Читать книгу Essentials of Veterinary Ophthalmology - Kirk N. Gelatt - Страница 39

The corneal stroma (i.e., the substantia propria) constitutes 90% of the corneal thickness. It consists of transparent lamellae of collagenous tissue, and these lamellae lie in sheets and separate easily into planes (Figure 1.22). Between the lamella are fixed cells and infrequent wandering cells. The fixed cells are fibrocytes, which are called keratocytes, and their extensions contribute to the formation and maintenance of the stromal lamellae. The keratocytes have thin nuclei, ill‐defined borders, and delicate cell membranes (Figure 1.23a and b). Similar to lens fibers, these cells possess crystallins, which are believed to facilitate tissue transparency. Keratocytes can transform into myofibroblasts when deep corneal injury occurs, and they can form scar tissue that is not transparent. While healing (re‐epithelization) of the corneal epithelium is relative fast (7–10 days for the complete corneal surface), replacement of large stromal defects may require weeks, even months!

Figure 1.22 The corneal epithelium and anterior stroma. Nonkeratinized squamous cells (two to three layers), wing cells (two to three layers), basal cells (single layer), basal lamina, and corneal nerves.

The lamellae are parallel bundles of collagen fibrils, with each lamella running the entire diameter of the cornea. All the collagen fibrils within a lamella are parallel, but between lamellae, they vary greatly in direction. The lamellae of the posterior stroma are more regular in arrangement than those of the anterior third of the stroma. The anterior lamellae are more oblique to the surface, and they have more branching and interweaving. The precise organization of the corneal stroma is the most important factor in maintaining corneal clarity, which involves the select integration of collagen and amorphous ground matrix, consisting of select proteoglycans such as lumican, keratocan, osteoglycin, and decorin. The collagen in the human cornea has a periodicity of 100 nm. This special arrangement of the collagen in the stroma is believed to permit 99% of the light entering the cornea to pass without scatter. When the corneal stroma is replaced, this orderly lamellar organization is absent!

Collagen fibrils, along with the proteoglycans and their associated GAGs and glycoproteins, constitute 15–25% of the stroma, and they are the principal support structure of the cornea. These collagen fibrils form the matrix for a specialized population of proteoglycans within the corneal stroma. The cornea is 75–85% water, and it is relatively dehydrated compared to other body tissues. This state of dehydration is termed deturgescence and is, in part, a function of the endothelium and epithelium.
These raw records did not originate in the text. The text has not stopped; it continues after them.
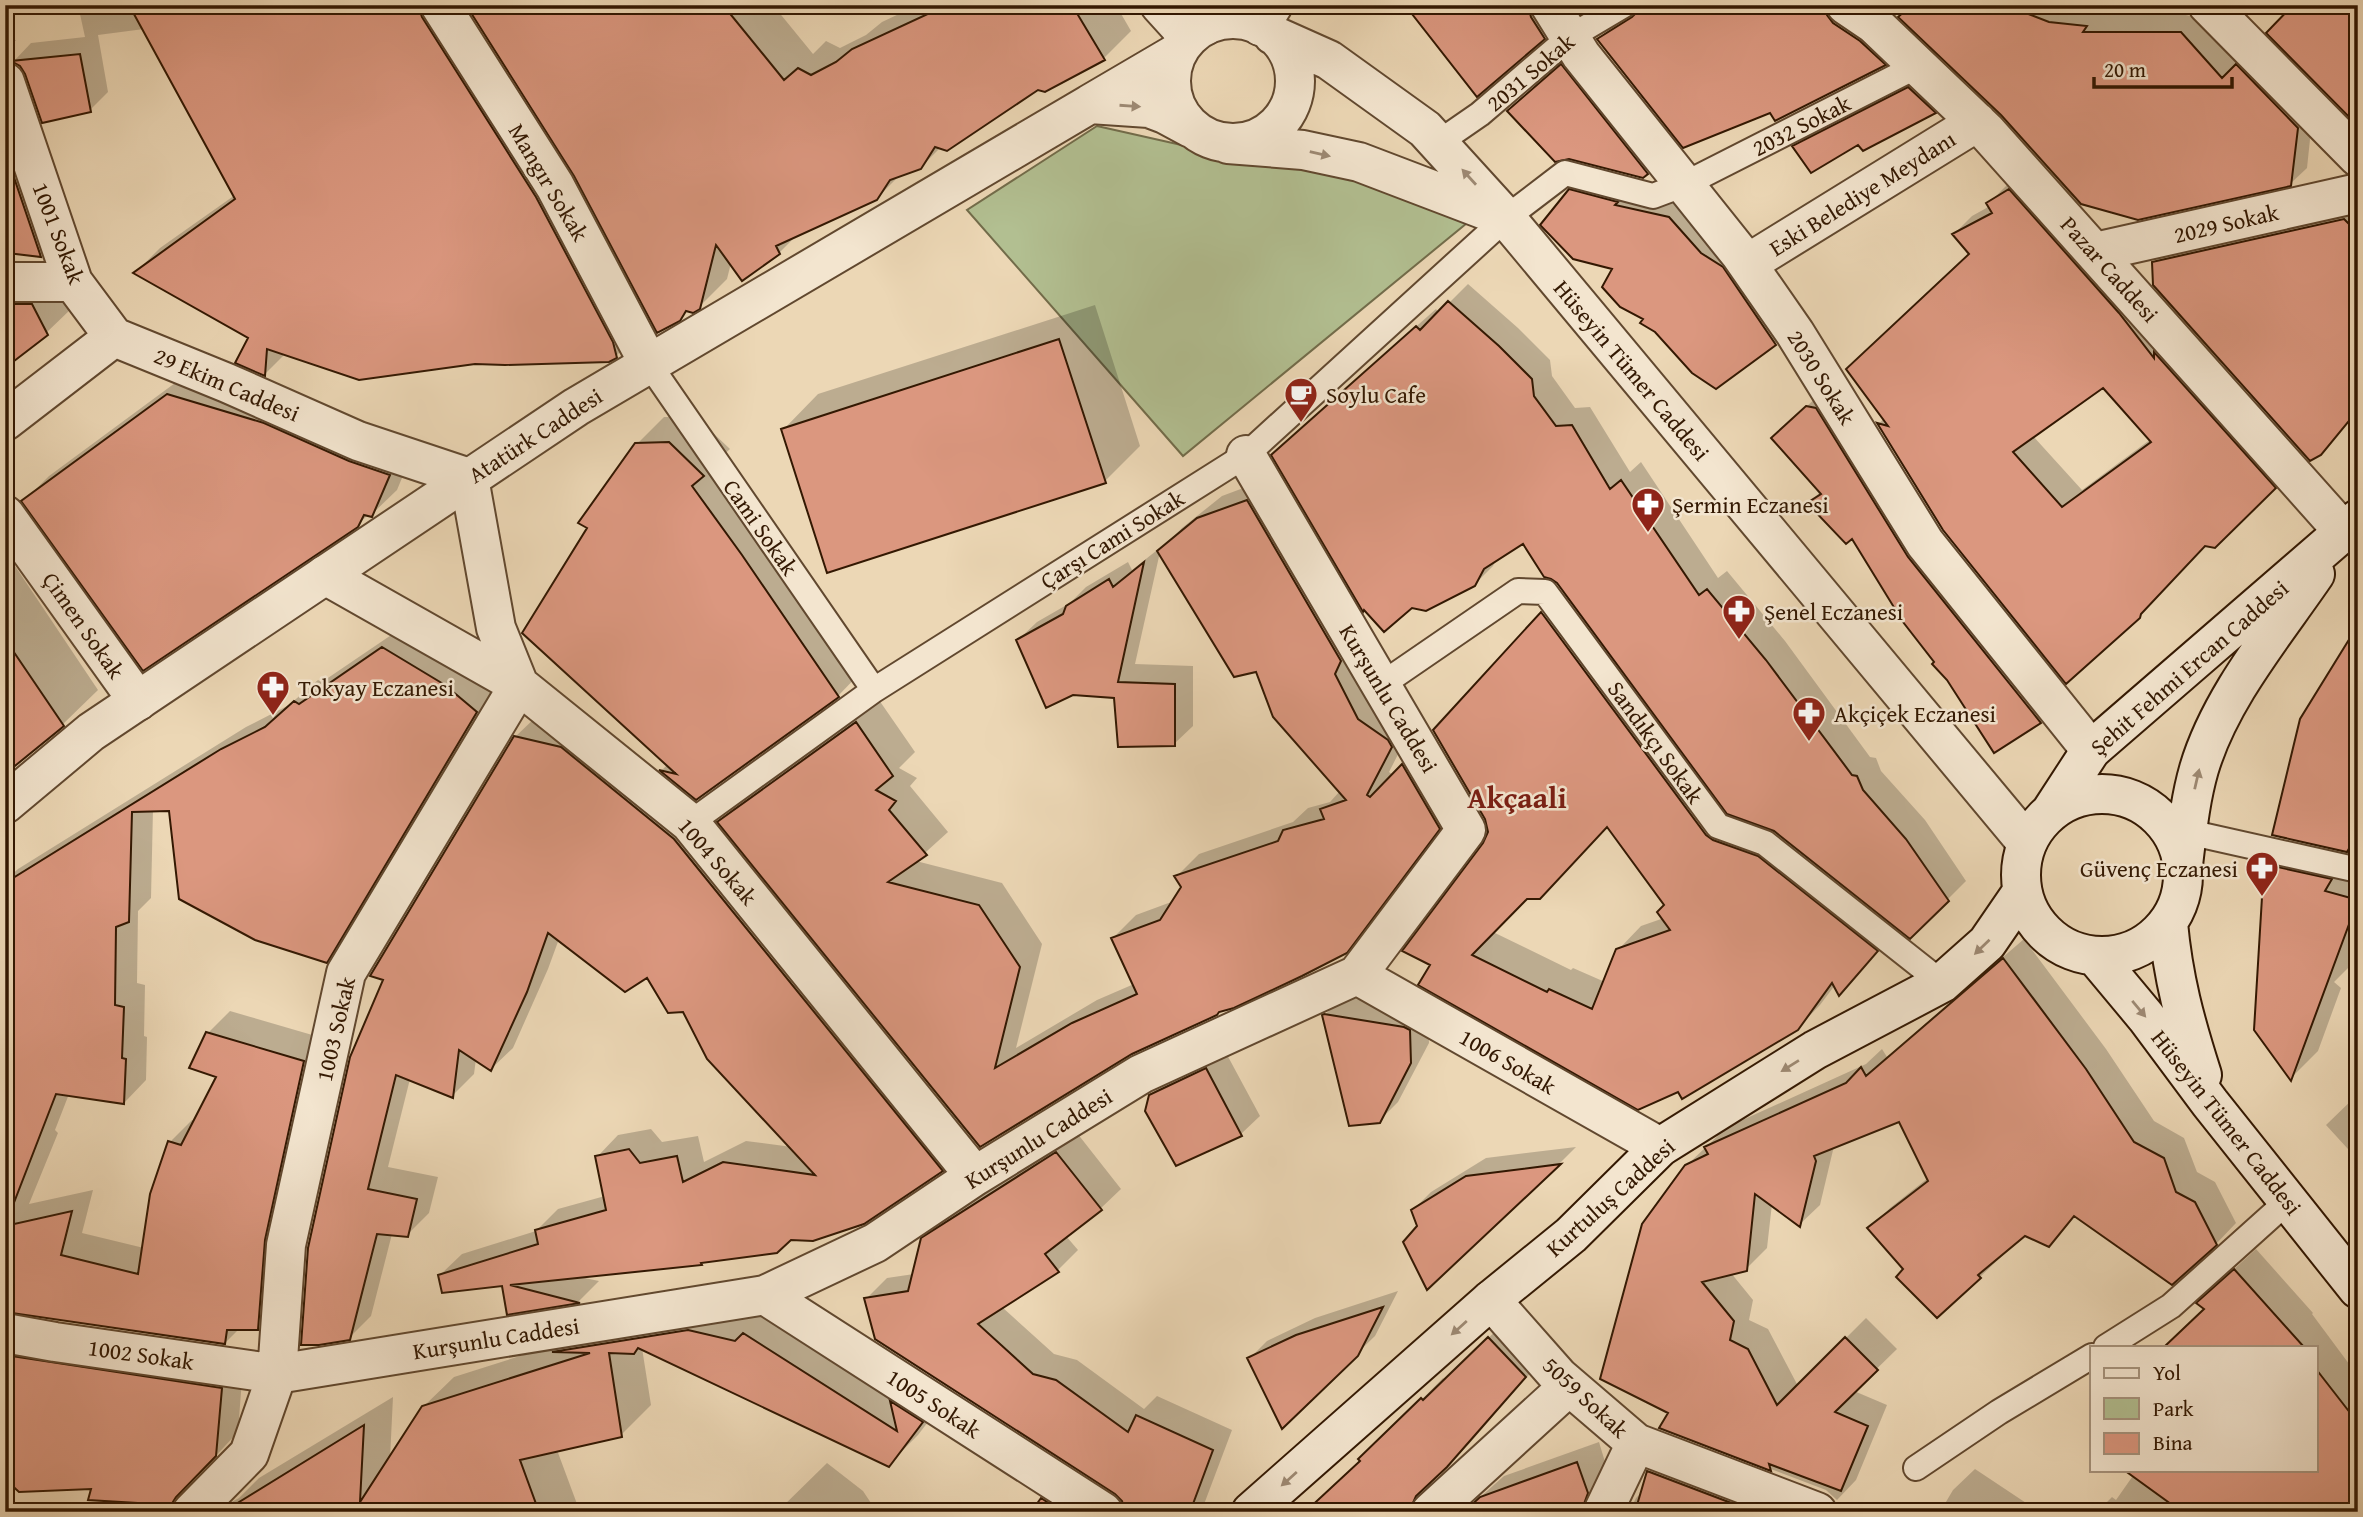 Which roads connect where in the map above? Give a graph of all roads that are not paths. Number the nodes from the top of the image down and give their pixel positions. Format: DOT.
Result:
graph roads {
  1 [pos="440,5"];
  2 [pos="1160,5"];
  3 [pos="1550,5"];
  4 [pos="1624,5"];
  5 [pos="2208,5"];
  6 [pos="1869,11"];
  7 [pos="1231,27"];
  8 [pos="1570,37"];
  9 [pos="1917,66"];
  10 [pos="5,82"];
  11 [pos="1090,104"];
  12 [pos="1977,122"];
  13 [pos="1191,128"];
  14 [pos="1228,144"];
  15 [pos="1438,144"];
  16 [pos="2358,157"];
  17 [pos="1685,184"];
  18 [pos="2358,193"];
  19 [pos="1506,218"];
  20 [pos="2095,252"];
  21 [pos="1747,264"];
  22 [pos="5,282"];
  23 [pos="73,282"];
  24 [pos="114,337"];
  25 [pos="649,364"];
  26 [pos="5,421"];
  27 [pos="1246,455"];
  28 [pos="469,478"];
  29 [pos="5,515"];
  30 [pos="2353,534"];
  31 [pos="325,575"];
  32 [pos="519,685"];
  33 [pos="1381,685"];
  34 [pos="873,690"];
  35 [pos="138,701"];
  36 [pos="2091,750"];
  37 [pos="5,804"];
  38 [pos="690,823"];
  39 [pos="2038,829"];
  40 [pos="2188,832"];
  41 [pos="2183,870"];
  42 [pos="2358,870"];
  43 [pos="2022,892"];
  44 [pos="2168,923"];
  45 [pos="2096,957"];
  46 [pos="1357,975"];
  47 [pos="1942,983"];
  48 [pos="2210,1103"];
  49 [pos="1660,1147"];
  50 [pos="975,1176"];
  51 [pos="2288,1201"];
  52 [pos="2358,1289"];
  53 [pos="765,1295"];
  54 [pos="1491,1300"];
  55 [pos="5,1333"];
  56 [pos="2108,1346"];
  57 [pos="2090,1357"];
  58 [pos="277,1374"];
  59 [pos="1569,1386"];
  60 [pos="1636,1443"];
  61 [pos="1916,1468"];
  62 [pos="192,1512"];
  63 [pos="1104,1512"];
  64 [pos="1251,1512"];
  65 [pos="1431,1512"];
  66 [pos="1603,1512"];
  67 [pos="1817,1512"];
  1 -- 25 [label="street, Mangır Sokak"];
  2 -- 7 [label="street"];
  3 -- 8 [label="street, 2030 Sokak"];
  4 -- 8 [label="lane, 2031 Sokak"];
  5 -- 16 [label="street"];
  6 -- 9 [label="street, Pazar Caddesi"];
  7 -- 11 [label="street, Atatürk Caddesi"];
  7 -- 13 [label="street"];
  7 -- 14 [label="street"];
  7 -- 15 [label="street, Hüseyin Tümer Caddesi"];
  8 -- 15 [label="lane, 2031 Sokak"];
  8 -- 17 [label="street, 2030 Sokak"];
  9 -- 12 [label="street, Pazar Caddesi"];
  9 -- 17 [label="lane, 2032 Sokak"];
  10 -- 23 [label="street, 1001 Sokak"];
  11 -- 13 [label="street, one-way"];
  11 -- 25 [label="street, Atatürk Caddesi"];
  12 -- 20 [label="street, Pazar Caddesi"];
  12 -- 21 [label="street, Eski Belediye Meydanı"];
  13 -- 14 [label="street"];
  14 -- 19 [label="street, one-way"];
  19 -- 15 [label="street, Hüseyin Tümer Caddesi, one-way"];
  17 -- 19 [label="lane, 2032 Sokak"];
  17 -- 21 [label="street, 2030 Sokak"];
  18 -- 20 [label="street, 2029 Sokak"];
  19 -- 27 [label="lane, Çarşı Cami Sokak"];
  19 -- 39 [label="street, Hüseyin Tümer Caddesi"];
  20 -- 30 [label="street, Pazar Caddesi"];
  21 -- 36 [label="street, 2030 Sokak"];
  22 -- 23 [label="street"];
  23 -- 24 [label="street, 1001 Sokak"];
  24 -- 26 [label="street"];
  24 -- 28 [label="street, 29 Ekim Caddesi"];
  25 -- 28 [label="street, Atatürk Caddesi"];
  25 -- 34 [label="lane, Cami Sokak"];
  27 -- 33 [label="street, Kurşunlu Caddesi"];
  27 -- 34 [label="lane, Çarşı Cami Sokak"];
  28 -- 31 [label="street, Atatürk Caddesi"];
  28 -- 32 [label="street"];
  29 -- 35 [label="street, Çimen Sokak"];
  30 -- 36 [label="street, Şehit Fehmi Ercan Caddesi"];
  40 -- 30 [label="street, Şehit Fehmi Ercan Caddesi, one-way"];
  31 -- 32 [label="street, 1004 Sokak"];
  31 -- 35 [label="street, Atatürk Caddesi"];
  32 -- 38 [label="street, 1004 Sokak"];
  32 -- 58 [label="street, 1003 Sokak"];
  33 -- 46 [label="street, Kurşunlu Caddesi"];
  33 -- 47 [label="lane, Sandıkçı Sokak"];
  34 -- 38 [label="lane, Çarşı Cami Sokak"];
  35 -- 37 [label="street, Atatürk Caddesi"];
  36 -- 39 [label="street, Şehit Fehmi Ercan Caddesi"];
  38 -- 50 [label="street, 1004 Sokak"];
  39 -- 41 [label="street"];
  39 -- 43 [label="street"];
  40 -- 41 [label="street, Şehit Fehmi Ercan Caddesi"];
  40 -- 42 [label="lane"];
  41 -- 44 [label="street"];
  43 -- 45 [label="street"];
  43 -- 47 [label="street, Kurtuluş Caddesi, one-way"];
  44 -- 45 [label="street"];
  44 -- 48 [label="street"];
  45 -- 48 [label="street, Hüseyin Tümer Caddesi, one-way"];
  46 -- 49 [label="street, 1006 Sokak"];
  46 -- 50 [label="street, Kurşunlu Caddesi"];
  47 -- 49 [label="street, Kurtuluş Caddesi, one-way"];
  48 -- 51 [label="street, Hüseyin Tümer Caddesi"];
  49 -- 54 [label="street, Kurtuluş Caddesi"];
  50 -- 53 [label="street, Kurşunlu Caddesi"];
  51 -- 52 [label="street, Hüseyin Tümer Caddesi"];
  51 -- 56 [label="lane"];
  53 -- 58 [label="street, Kurşunlu Caddesi"];
  53 -- 63 [label="street, 1005 Sokak"];
  54 -- 59 [label="street, 5059 Sokak"];
  54 -- 64 [label="street, Kurtuluş Caddesi, one-way"];
  55 -- 58 [label="street, 1002 Sokak"];
  57 -- 61 [label="lane"];
  58 -- 62 [label="street"];
  59 -- 60 [label="street, 5059 Sokak"];
  59 -- 65 [label="street"];
  60 -- 66 [label="street"];
  60 -- 67 [label="street, 5059 Sokak"];
}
These cells move water out of the stroma via energy‐dependent Na⁺/K⁺ adenosine triphosphatase (ATPase) pumps, being most active in the endothelium. Other “pumps” for deturgescence might also exist, including carbonic anhydrase. These cells pump Na⁺ and HCO³⁻ ions outward, into the aqueous humor and tears. An osmotic gradient is established, and water flows down the gradient from the corneal stroma into the aqueous humor. Experimentally, removal of the epithelium produces an increase of 200% in corneal thickness after 24 h because of the influx of water. Removal of the endothelium produces an increase of 500% or more in thickness as the permeability increases sixfold, so the endothelium appears to be more important in maintenance of corneal deturgescence. Figure 1.24 illustrates the primary roles the endothelium plays, both as a pump and as a barrier. The barrier component is provided by the tight junctions occurring apically along the lateral faces of adjoining cells next to the anterior chamber. These tight junctions are sensitive to calcium exposure, and they break down when excess free Ca²⁺ exists in the aqueous humor. The Na⁺/K⁺ ATPase pump is located along the lateral membranes of neighboring cells. A breakdown of the pump, the barrier, or both will result in rapid movement of water into the highly hydrophilic stroma, causing corneal edema to develop.

Figure 1.23 (a) SEM of corneal stroma in the dog. (b) TEM of corneal stroma in the horse consists of layers or lamellae (L) of collagen, which are sparsely interspersed with keratocytes (K). (Original magnification: a, 7400×; b, 10 000×.)

The anteriormost stroma has a thin, cell‐free zone corresponding in location with the anterior‐limiting membrane, also known as Bowman's layer (anterior lamina), in humans and nonhuman primates. Bowman's layer is also present in birds, giraffes, dolphins, some whales, and large herbivores. In avian and human corneas, Bowman's layer is 10–15 μm thick, relatively acellular, and composed of collagen fibrils of various types. Bowman's layer fibrils are smaller in diameter and less uniform than those of the stroma. Bowman's layer is not elastic, and when damaged it is replaced with scar tissue. Bowman's layers of the land‐based species share similarities in size, morphology, and histochemistry, differing substantially from that of marine mammals, which may reflect a variation of roles that this structure plays.